In July 1915 the British Third Army was formed under the command of Sir Charles Munro. Divisions of V11, X (and later) X11 Corps relieved the French Second Army on the front: Curlu (on the River Somme) fifteen miles north to Hebuterne, and on to the right flank of the French Tenth Army (holding the Arras sector). This was not the precursory move that brought about the Somme offensive but was effected to allow the French to prepare their simultaneous attack from Artois and Champagne, in September 1915.

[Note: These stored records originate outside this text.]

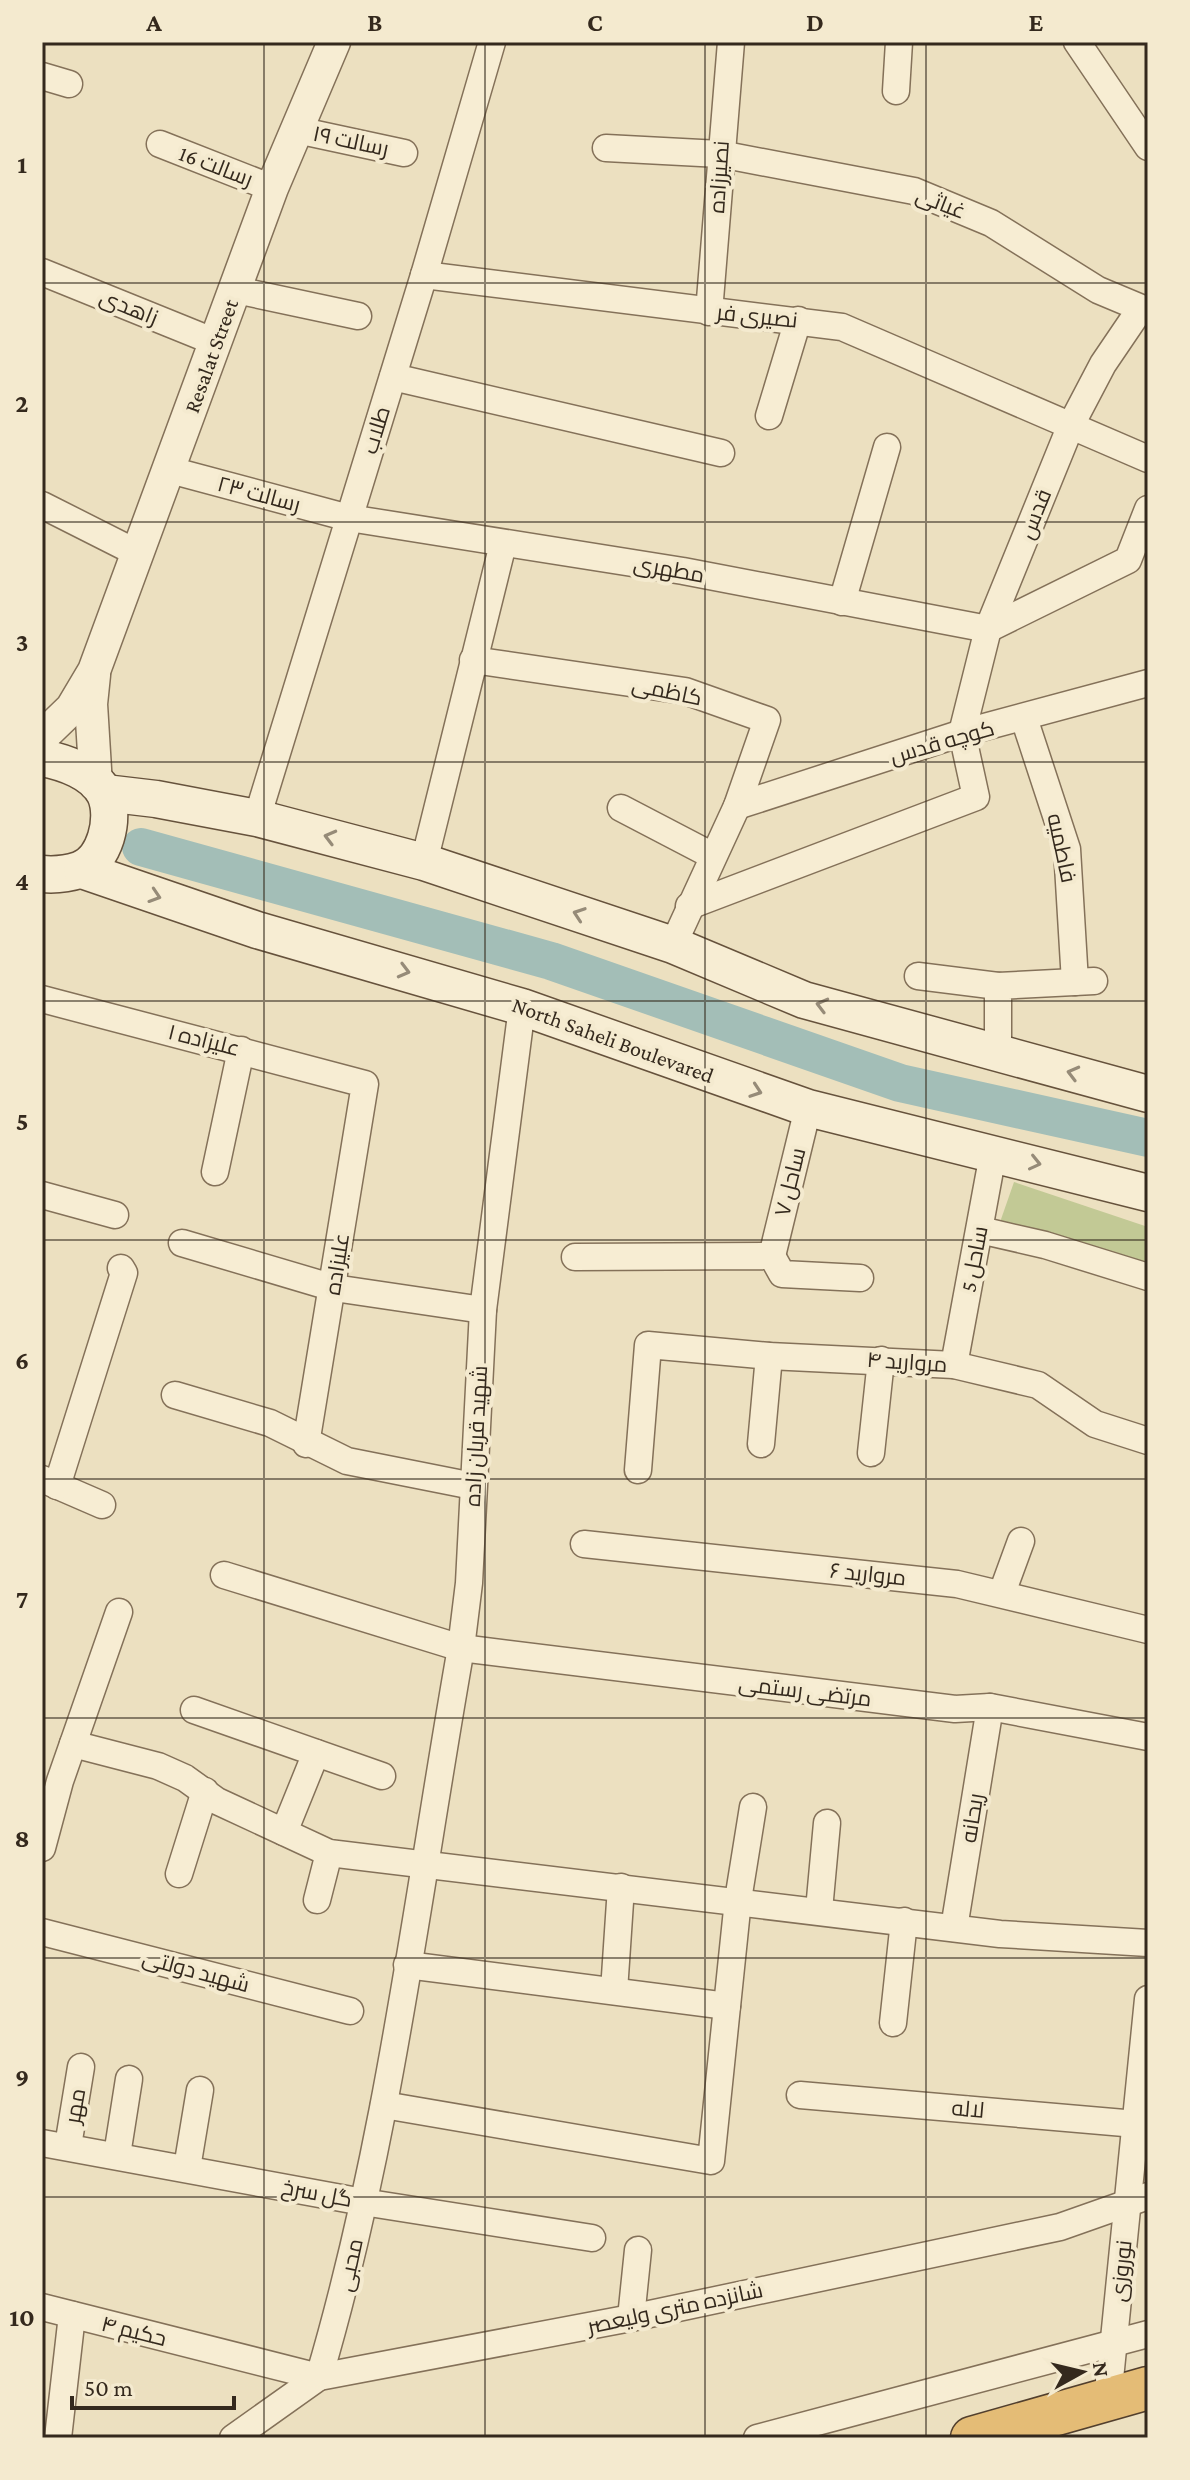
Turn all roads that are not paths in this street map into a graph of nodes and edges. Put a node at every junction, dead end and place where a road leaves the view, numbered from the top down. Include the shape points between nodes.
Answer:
1 (334, 42) edge
2 (492, 42) edge
3 (731, 42) edge
4 (899, 42) edge
5 (1077, 42) edge
6 (42, 76) edge
7 (69, 84) dead end
8 (896, 91) dead end
9 (297, 130) junction
10 (160, 144) dead end
11 (1148, 147) edge
12 (606, 148) dead end
13 (404, 153) dead end
14 (720, 154) junction
15 (272, 188) junction
16 (42, 272) edge
17 (424, 275) junction
18 (236, 290) junction
19 (1141, 308) joint
20 (709, 312) junction
21 (358, 316) dead end
22 (798, 320) junction
23 (215, 342) junction
24 (393, 377) junction
25 (769, 416) dead end
26 (1071, 425) junction
27 (887, 447) dead end
28 (721, 453) dead end
29 (1148, 459) edge
30 (170, 470) junction
31 (42, 505) edge
32 (1148, 509) edge
33 (349, 518) junction
34 (503, 544) junction
35 (139, 554) junction
36 (842, 602) junction
37 (988, 629) junction
38 (473, 660) junction
39 (94, 671) junction
40 (1148, 683) edge
41 (1024, 718) junction
42 (962, 733) junction
43 (42, 737) edge
44 (42, 758) edge
45 (100, 789) junction
46 (737, 806) junction
47 (621, 808) dead end
48 (257, 818) junction
49 (713, 856) junction
50 (424, 862) junction
51 (82, 870) junction
52 (42, 874) edge
53 (689, 906) junction
54 (673, 945) junction
55 (918, 976) dead end
56 (998, 986) junction
57 (42, 999) edge
58 (522, 1007) junction
59 (241, 1050) junction
60 (998, 1053) junction
61 (365, 1084) joint
62 (1148, 1094) edge
63 (808, 1108) junction
64 (993, 1154) junction
65 (215, 1172) dead end
66 (1148, 1193) edge
67 (42, 1195) edge
68 (115, 1215) dead end
69 (980, 1230) junction
70 (182, 1243) dead end
71 (772, 1256) junction
72 (575, 1257) dead end
73 (121, 1268) dead end
74 (1148, 1277) edge
75 (860, 1278) dead end
76 (334, 1288) junction
77 (483, 1310) junction
78 (769, 1356) junction
79 (881, 1360) junction
80 (954, 1365) junction
81 (175, 1395) dead end
82 (1148, 1441) edge
83 (306, 1444) junction
84 (761, 1444) dead end
85 (871, 1453) dead end
86 (638, 1470) dead end
87 (50, 1482) edge
88 (473, 1486) junction
89 (102, 1505) dead end
90 (1021, 1541) dead end
91 (584, 1544) dead end
92 (224, 1575) dead end
93 (1002, 1593) junction
94 (119, 1612) dead end
95 (1148, 1630) edge
96 (461, 1648) junction
97 (990, 1707) junction
98 (194, 1710) dead end
99 (1148, 1737) edge
100 (73, 1744) junction
101 (316, 1753) junction
102 (382, 1776) dead end
103 (51, 1777) edge
104 (205, 1791) junction
105 (753, 1807) dead end
106 (827, 1823) dead end
107 (284, 1832) junction
108 (42, 1846) edge
109 (329, 1853) junction
110 (423, 1864) junction
111 (179, 1874) dead end
112 (621, 1887) junction
113 (317, 1900) dead end
114 (738, 1900) junction
115 (819, 1910) junction
116 (904, 1921) junction
117 (954, 1928) junction
118 (42, 1932) edge
119 (1148, 1943) edge
120 (407, 1965) junction
121 (614, 1991) junction
122 (1148, 1999) edge
123 (727, 2006) junction
124 (350, 2011) dead end
125 (893, 2023) dead end
126 (81, 2067) dead end
127 (129, 2079) dead end
128 (200, 2090) dead end
129 (800, 2095) dead end
130 (384, 2105) junction
131 (1136, 2124) junction
132 (55, 2144) edge
133 (117, 2155) junction
134 (187, 2168) junction
135 (1139, 2198) edge
136 (363, 2202) junction
137 (592, 2238) dead end
138 (638, 2250) dead end
139 (42, 2307) edge
140 (72, 2315) junction
141 (631, 2318) junction
142 (1148, 2334) edge
143 (1113, 2345) junction
144 (319, 2377) junction
145 (1148, 2388) edge
146 (1108, 2399) junction
147 (58, 2438) edge
148 (233, 2438) edge
149 (757, 2438) edge
150 (972, 2438) edge

1 - 9 street, Resalat Street
2 - 17 street, طلاب
3 - 14 street, نصیرزاده
4 - 8 street
5 - 11 street
6 - 7 street
9 - 13 street, رسالت ۱۹
9 - 15 street, Resalat Street
10 - 15 street, رسالت 16
12 - 14 street, غیاثی
14 - 19 street, غیاثی via 933,197 991,223 1098,290
14 - 20 street, نصیرزاده
15 - 18 street, Resalat Street
16 - 23 street, زاهدی
17 - 20 street, نصیری فر
17 - 24 street, طلاب
18 - 21 street
18 - 23 street, Resalat Street
19 - 26 street, قدس
20 - 22 street, نصیری فر
22 - 25 street
22 - 26 street, نصیری فر via 861,332
23 - 30 street, Resalat Street
24 - 28 street
24 - 33 street, طلاب
26 - 29 street, نصیری فر
26 - 37 street, قدس
27 - 36 street
30 - 33 street, رسالت ۲۳
30 - 35 street, Resalat Street
31 - 35 street
32 - 37 street via 1128,560
33 - 34 street, مطهری
33 - 48 street, طلاب
34 - 36 street, مطهری
34 - 38 street
35 - 39 street, Resalat Street
36 - 37 street, مطهری
37 - 42 street, قدس
38 - 46 street, کاظمی via 685,691 761,716 768,726
38 - 50 street
39 - 43 street via 72,708
39 - 45 street via 91,704
40 - 41 street, کوچه قدس
41 - 42 street, کوچه قدس
41 - 56 street, فاطمیه via 1067,849 1084,981
42 - 46 street, کوچه قدس
42 - 53 street via 976,797
44 - 45 main road via 83,771
45 - 48 main road
45 - 51 main road via 108,814 103,844
46 - 49 street
47 - 49 street
50 -> 48 main road
49 - 53 street
54 -> 50 main road
51 - 52 main road
51 -> 58 main road, North Saheli Boulevared via 257,930
53 - 54 street
60 -> 54 main road via 804,1000
55 - 56 street
56 - 60 street
57 - 59 street, علیزاده ۱
58 -> 63 main road, North Saheli Boulevared
58 - 77 street, شهید قربان زاده
59 - 61 street, علیزاده ۱
59 - 65 street
62 -> 60 main road
61 - 76 street, علیزاده
63 - 64 main road, North Saheli Boulevared
63 - 71 street, ساحل ۷
64 -> 66 main road, North Saheli Boulevared
64 - 69 street, ساحل 5
67 - 68 street
69 - 74 street
69 - 80 street, ساحل 5
70 - 76 street
71 - 72 street
71 - 75 street via 782,1274
73 - 87 street via 124,1273
76 - 77 street
76 - 83 street, علیزاده
77 - 88 street, شهید قربان زاده
78 - 79 street, مروارید ۴
78 - 84 street
78 - 86 street, مروارید ۴ via 648,1345
79 - 80 street, مروارید ۴
79 - 85 street
80 - 82 street, مروارید ۴ via 1038,1385 1095,1424
81 - 83 street via 270,1423
83 - 88 street via 347,1461
87 - 89 street
88 - 96 street, شهید قربان زاده
90 - 93 street
91 - 93 street, مروارید ۶
92 - 96 street, مرتضی رستمی
93 - 95 street, مروارید ۶
94 - 100 street
96 - 97 street, مرتضی رستمی via 955,1709
96 - 110 street, شهید قربان زاده
97 - 99 street, مرتضی رستمی
97 - 117 street, ریحانه
98 - 101 street
100 - 103 street
100 - 104 street via 158,1766
101 - 102 street
101 - 107 street
103 - 108 street
104 - 107 street
104 - 111 street
105 - 114 street
106 - 115 street
107 - 109 street
109 - 110 street
109 - 113 street
110 - 112 street
110 - 120 street, شهید قربان زاده
112 - 114 street
112 - 121 street
114 - 115 street
114 - 123 street
115 - 116 street
116 - 117 street
116 - 125 street
117 - 119 street via 1051,1940
118 - 124 street, شهید دولتی
120 - 121 street
120 - 130 street, محبی
121 - 123 street
122 - 131 street, نوروزی
123 - 130 street via 711,2161
126 - 132 street, مهر
127 - 133 street
128 - 134 street
129 - 131 street, لاله
130 - 136 street, محبی
131 - 135 street, نوروزی
132 - 133 street, گل سرخ
133 - 134 street, گل سرخ
134 - 136 street, گل سرخ
135 - 141 street, شانزده متری ولیعصر via 1060,2227
135 - 143 street, نوروزی
136 - 137 street, گل سرخ
136 - 144 street, محبی via 345,2290
138 - 141 street
139 - 140 street, حکیم ۴
140 - 144 street, حکیم ۴
140 - 147 street
141 - 144 street, شانزده متری ولیعصر
142 - 143 street
143 - 146 street, نوروزی
143 - 149 street
144 - 148 street, شانزده متری ولیعصر
145 - 146 highway
146 - 150 highway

Several of the 1915 Somme burial grounds will be familiar as "1916 battlefield cemeteries": Norfolk, Dartmoor, Carnoy and Authuile for example. Whilst it is true that they all contain casualties from the Somme offensive, these burial grounds were established by the earliest fighting units to arrive on the Somme (August 1915); some eager to protect their own battalion (or regimental) burial plot. A degree of confusing and irregular layout is often the result. Carnoy is a very good example of this "policy"; 2/K.O.S.B which buried their first casualties in row D, then followed with further burials behind in rows E & F; rarely do fighting units' burials extend along the length of a row.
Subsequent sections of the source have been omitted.